** MATERIAL FOR THIS TASK **
════════

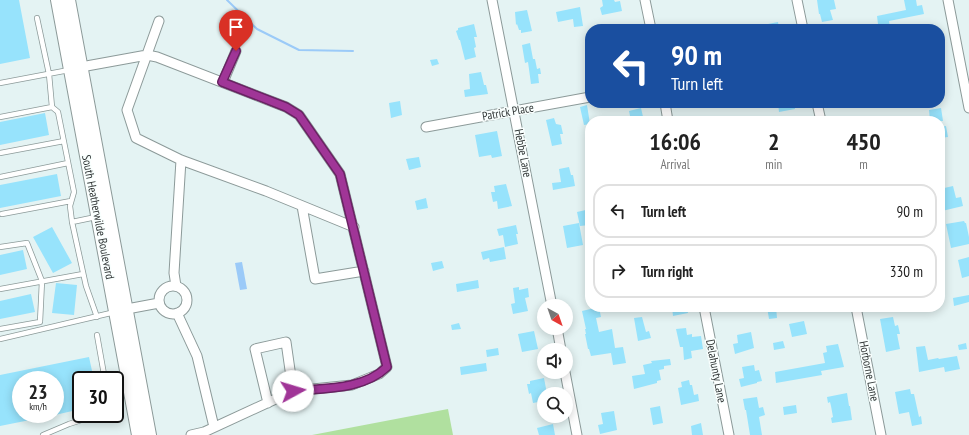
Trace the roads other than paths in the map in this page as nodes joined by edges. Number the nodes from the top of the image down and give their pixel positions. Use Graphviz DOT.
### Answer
graph roads {
  1 [pos="57,0"];
  2 [pos="69,0"];
  3 [pos="492,0"];
  4 [pos="645,0"];
  5 [pos="797,0"];
  6 [pos="948,0"];
  7 [pos="37,18"];
  8 [pos="159,21"];
  9 [pos="650,24"];
  10 [pos="802,24"];
  11 [pos="236,51"];
  12 [pos="146,55"];
  13 [pos="75,68"];
  14 [pos="49,74"];
  15 [pos="222,82"];
  16 [pos="0,83"];
  17 [pos="585,98"];
  18 [pos="52,106"];
  19 [pos="969,108"];
  20 [pos="515,111"];
  21 [pos="0,117"];
  22 [pos="426,127"];
  23 [pos="64,141"];
  24 [pos="0,153"];
  25 [pos="181,160"];
  26 [pos="68,163"];
  27 [pos="0,177"];
  28 [pos="71,201"];
  29 [pos="302,206"];
  30 [pos="2,214"];
  31 [pos="98,217"];
  32 [pos="72,222"];
  33 [pos="354,227"];
  34 [pos="0,247"];
  35 [pos="364,271"];
  36 [pos="83,274"];
  37 [pos="42,282"];
  38 [pos="176,286"];
  39 [pos="0,290"];
  40 [pos="551,299"];
  41 [pos="159,303"];
  42 [pos="127,309"];
  43 [pos="115,312"];
  44 [pos="705,312"];
  45 [pos="857,312"];
  46 [pos="177,314"];
  47 [pos="97,317"];
  48 [pos="0,329"];
  49 [pos="97,335"];
  50 [pos="0,339"];
  51 [pos="103,371"];
  52 [pos="566,379"];
  53 [pos="293,391"];
  54 [pos="268,403"];
  55 [pos="72,423"];
  56 [pos="214,427"];
  57 [pos="43,435"];
  58 [pos="138,435"];
  59 [pos="150,435"];
  60 [pos="191,435"];
  61 [pos="577,435"];
  62 [pos="729,435"];
  63 [pos="881,435"];
  1 -- 13 [label="main road, South Heatherwilde Boulevard"];
  2 -- 13 [label="main road, South Heatherwilde Boulevard"];
  3 -- 20 [label="street, Hebbe Lane"];
  4 -- 9 [label="street"];
  5 -- 10 [label="street"];
  6 -- 19 [label="street"];
  7 -- 14 [label="lane"];
  8 -- 12 [label="street"];
  11 -- 15 [label="street"];
  12 -- 13 [label="street"];
  12 -- 15 [label="street"];
  12 -- 25 [label="street"];
  13 -- 14 [label="lane"];
  13 -- 31 [label="main road, South Heatherwilde Boulevard"];
  13 -- 42 [label="main road, South Heatherwilde Boulevard"];
  14 -- 16 [label="lane"];
  14 -- 18 [label="lane"];
  15 -- 33 [label="street"];
  17 -- 20 [label="street, Patrick Place"];
  18 -- 21 [label="lane"];
  18 -- 23 [label="lane"];
  20 -- 22 [label="street, Patrick Place"];
  20 -- 40 [label="street, Hebbe Lane"];
  23 -- 24 [label="lane"];
  23 -- 26 [label="lane"];
  25 -- 29 [label="street"];
  25 -- 38 [label="street"];
  26 -- 27 [label="lane"];
  26 -- 28 [label="lane"];
  28 -- 30 [label="lane"];
  28 -- 32 [label="lane"];
  29 -- 33 [label="street"];
  29 -- 35 [label="street"];
  31 -- 32 [label="lane"];
  31 -- 43 [label="main road, South Heatherwilde Boulevard"];
  32 -- 36 [label="lane"];
  33 -- 35 [label="street"];
  34 -- 37 [label="lane"];
  35 -- 53 [label="street"];
  36 -- 37 [label="lane"];
  36 -- 47 [label="lane"];
  37 -- 39 [label="lane"];
  37 -- 48 [label="lane"];
  38 -- 41 [label="street"];
  38 -- 46 [label="street"];
  41 -- 42 [label="street"];
  41 -- 46 [label="street"];
  42 -- 43 [label="main road"];
  42 -- 59 [label="main road, South Heatherwilde Boulevard"];
  43 -- 47 [label="lane"];
  43 -- 58 [label="main road, South Heatherwilde Boulevard"];
  44 -- 62 [label="street, Delahunty Lane"];
  45 -- 63 [label="street, Horborne Lane"];
  46 -- 56 [label="street"];
  47 -- 50 [label="lane"];
  49 -- 51 [label="lane"];
  52 -- 61 [label="street"];
  53 -- 54 [label="street"];
  53 -- 54 [label="street"];
  54 -- 56 [label="street"];
  55 -- 57 [label="lane"];
  56 -- 60 [label="street"];
}
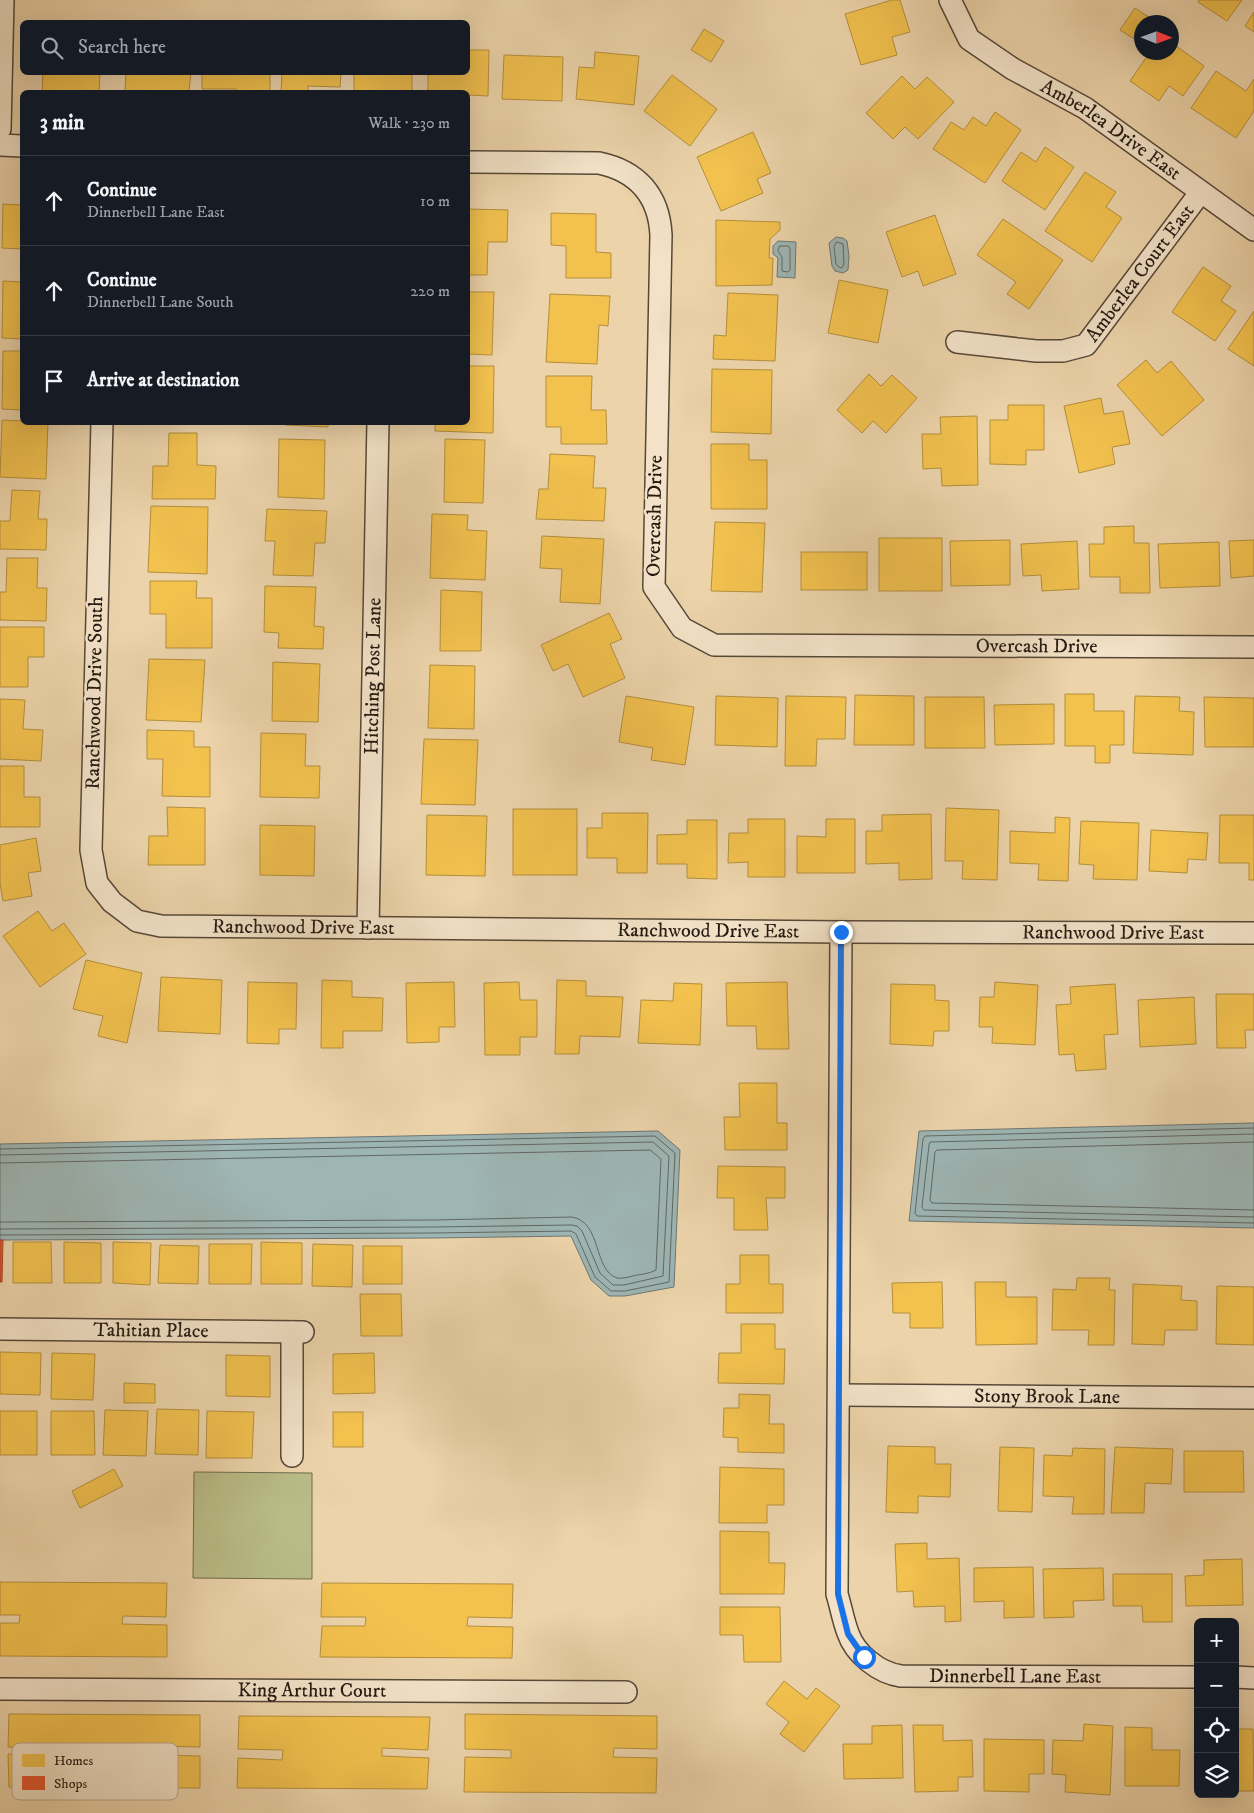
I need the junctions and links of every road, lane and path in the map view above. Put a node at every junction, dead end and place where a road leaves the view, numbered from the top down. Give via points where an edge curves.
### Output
1 (3, 0) edge
2 (950, 0) edge
3 (0, 129) edge
4 (0, 145) edge
5 (20, 146) edge
6 (470, 162) edge
7 (1200, 193) junction
8 (1254, 230) edge
9 (957, 342) dead end
10 (102, 425) edge
11 (378, 425) edge
12 (1254, 647) edge
13 (161, 926) joint
14 (368, 928) junction
15 (841, 932) junction
16 (1254, 933) edge
17 (0, 1329) edge
18 (839, 1395) junction
19 (1254, 1398) edge
20 (292, 1456) dead end
21 (1194, 1677) edge
22 (1239, 1678) edge
23 (1254, 1678) edge
24 (0, 1690) edge
25 (626, 1692) dead end

1 - 3 street
2 - 7 street, Amberlea Drive East via 969,39 1013,69 1085,108
4 - 5 street
6 - 12 street, Overcash Drive via 604,164 620,168 634,177 652,199 661,235 654,587 682,628 714,645
7 - 8 street, Amberlea Drive East
7 - 9 street, Amberlea Court East via 1086,345 1063,351 1045,351
10 - 13 street, Ranchwood Drive South via 92,850 97,883 112,902 136,921
11 - 14 street, Hitching Post Lane
13 - 14 street, Ranchwood Drive East
14 - 15 street, Ranchwood Drive East
15 - 16 street, Ranchwood Drive East
15 - 18 street
17 - 20 street, Tahitian Place via 298,1332
18 - 19 street, Stony Brook Lane
18 - 21 street, Dinnerbell Lane East via 838,1594 848,1634 864,1657 890,1674 901,1676
22 - 23 street
24 - 25 street, King Arthur Court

════════

** REQUIREMENT **
A word-for-word copy of the records is needed, one that contains no pictures.

** TASK OUTPUT **
Trace the roads other than paths in the map in this page as nodes joined by edges. Number the nodes from the top of the image down and give their pixel positions. Use Graphviz DOT.
### Answer
graph roads {
  1 [pos="57,0"];
  2 [pos="69,0"];
  3 [pos="492,0"];
  4 [pos="645,0"];
  5 [pos="797,0"];
  6 [pos="948,0"];
  7 [pos="37,18"];
  8 [pos="159,21"];
  9 [pos="650,24"];
  10 [pos="802,24"];
  11 [pos="236,51"];
  12 [pos="146,55"];
  13 [pos="75,68"];
  14 [pos="49,74"];
  15 [pos="222,82"];
  16 [pos="0,83"];
  17 [pos="585,98"];
  18 [pos="52,106"];
  19 [pos="969,108"];
  20 [pos="515,111"];
  21 [pos="0,117"];
  22 [pos="426,127"];
  23 [pos="64,141"];
  24 [pos="0,153"];
  25 [pos="181,160"];
  26 [pos="68,163"];
  27 [pos="0,177"];
  28 [pos="71,201"];
  29 [pos="302,206"];
  30 [pos="2,214"];
  31 [pos="98,217"];
  32 [pos="72,222"];
  33 [pos="354,227"];
  34 [pos="0,247"];
  35 [pos="364,271"];
  36 [pos="83,274"];
  37 [pos="42,282"];
  38 [pos="176,286"];
  39 [pos="0,290"];
  40 [pos="551,299"];
  41 [pos="159,303"];
  42 [pos="127,309"];
  43 [pos="115,312"];
  44 [pos="705,312"];
  45 [pos="857,312"];
  46 [pos="177,314"];
  47 [pos="97,317"];
  48 [pos="0,329"];
  49 [pos="97,335"];
  50 [pos="0,339"];
  51 [pos="103,371"];
  52 [pos="566,379"];
  53 [pos="293,391"];
  54 [pos="268,403"];
  55 [pos="72,423"];
  56 [pos="214,427"];
  57 [pos="43,435"];
  58 [pos="138,435"];
  59 [pos="150,435"];
  60 [pos="191,435"];
  61 [pos="577,435"];
  62 [pos="729,435"];
  63 [pos="881,435"];
  1 -- 13 [label="main road, South Heatherwilde Boulevard"];
  2 -- 13 [label="main road, South Heatherwilde Boulevard"];
  3 -- 20 [label="street, Hebbe Lane"];
  4 -- 9 [label="street"];
  5 -- 10 [label="street"];
  6 -- 19 [label="street"];
  7 -- 14 [label="lane"];
  8 -- 12 [label="street"];
  11 -- 15 [label="street"];
  12 -- 13 [label="street"];
  12 -- 15 [label="street"];
  12 -- 25 [label="street"];
  13 -- 14 [label="lane"];
  13 -- 31 [label="main road, South Heatherwilde Boulevard"];
  13 -- 42 [label="main road, South Heatherwilde Boulevard"];
  14 -- 16 [label="lane"];
  14 -- 18 [label="lane"];
  15 -- 33 [label="street"];
  17 -- 20 [label="street, Patrick Place"];
  18 -- 21 [label="lane"];
  18 -- 23 [label="lane"];
  20 -- 22 [label="street, Patrick Place"];
  20 -- 40 [label="street, Hebbe Lane"];
  23 -- 24 [label="lane"];
  23 -- 26 [label="lane"];
  25 -- 29 [label="street"];
  25 -- 38 [label="street"];
  26 -- 27 [label="lane"];
  26 -- 28 [label="lane"];
  28 -- 30 [label="lane"];
  28 -- 32 [label="lane"];
  29 -- 33 [label="street"];
  29 -- 35 [label="street"];
  31 -- 32 [label="lane"];
  31 -- 43 [label="main road, South Heatherwilde Boulevard"];
  32 -- 36 [label="lane"];
  33 -- 35 [label="street"];
  34 -- 37 [label="lane"];
  35 -- 53 [label="street"];
  36 -- 37 [label="lane"];
  36 -- 47 [label="lane"];
  37 -- 39 [label="lane"];
  37 -- 48 [label="lane"];
  38 -- 41 [label="street"];
  38 -- 46 [label="street"];
  41 -- 42 [label="street"];
  41 -- 46 [label="street"];
  42 -- 43 [label="main road"];
  42 -- 59 [label="main road, South Heatherwilde Boulevard"];
  43 -- 47 [label="lane"];
  43 -- 58 [label="main road, South Heatherwilde Boulevard"];
  44 -- 62 [label="street, Delahunty Lane"];
  45 -- 63 [label="street, Horborne Lane"];
  46 -- 56 [label="street"];
  47 -- 50 [label="lane"];
  49 -- 51 [label="lane"];
  52 -- 61 [label="street"];
  53 -- 54 [label="street"];
  53 -- 54 [label="street"];
  54 -- 56 [label="street"];
  55 -- 57 [label="lane"];
  56 -- 60 [label="street"];
}
I need the junctions and links of every road, lane and path in the map view above. Put a node at every junction, dead end and place where a road leaves the view, numbered from the top down. Give via points where an edge curves.
### Output
1 (3, 0) edge
2 (950, 0) edge
3 (0, 129) edge
4 (0, 145) edge
5 (20, 146) edge
6 (470, 162) edge
7 (1200, 193) junction
8 (1254, 230) edge
9 (957, 342) dead end
10 (102, 425) edge
11 (378, 425) edge
12 (1254, 647) edge
13 (161, 926) joint
14 (368, 928) junction
15 (841, 932) junction
16 (1254, 933) edge
17 (0, 1329) edge
18 (839, 1395) junction
19 (1254, 1398) edge
20 (292, 1456) dead end
21 (1194, 1677) edge
22 (1239, 1678) edge
23 (1254, 1678) edge
24 (0, 1690) edge
25 (626, 1692) dead end

1 - 3 street
2 - 7 street, Amberlea Drive East via 969,39 1013,69 1085,108
4 - 5 street
6 - 12 street, Overcash Drive via 604,164 620,168 634,177 652,199 661,235 654,587 682,628 714,645
7 - 8 street, Amberlea Drive East
7 - 9 street, Amberlea Court East via 1086,345 1063,351 1045,351
10 - 13 street, Ranchwood Drive South via 92,850 97,883 112,902 136,921
11 - 14 street, Hitching Post Lane
13 - 14 street, Ranchwood Drive East
14 - 15 street, Ranchwood Drive East
15 - 16 street, Ranchwood Drive East
15 - 18 street
17 - 20 street, Tahitian Place via 298,1332
18 - 19 street, Stony Brook Lane
18 - 21 street, Dinnerbell Lane East via 838,1594 848,1634 864,1657 890,1674 901,1676
22 - 23 street
24 - 25 street, King Arthur Court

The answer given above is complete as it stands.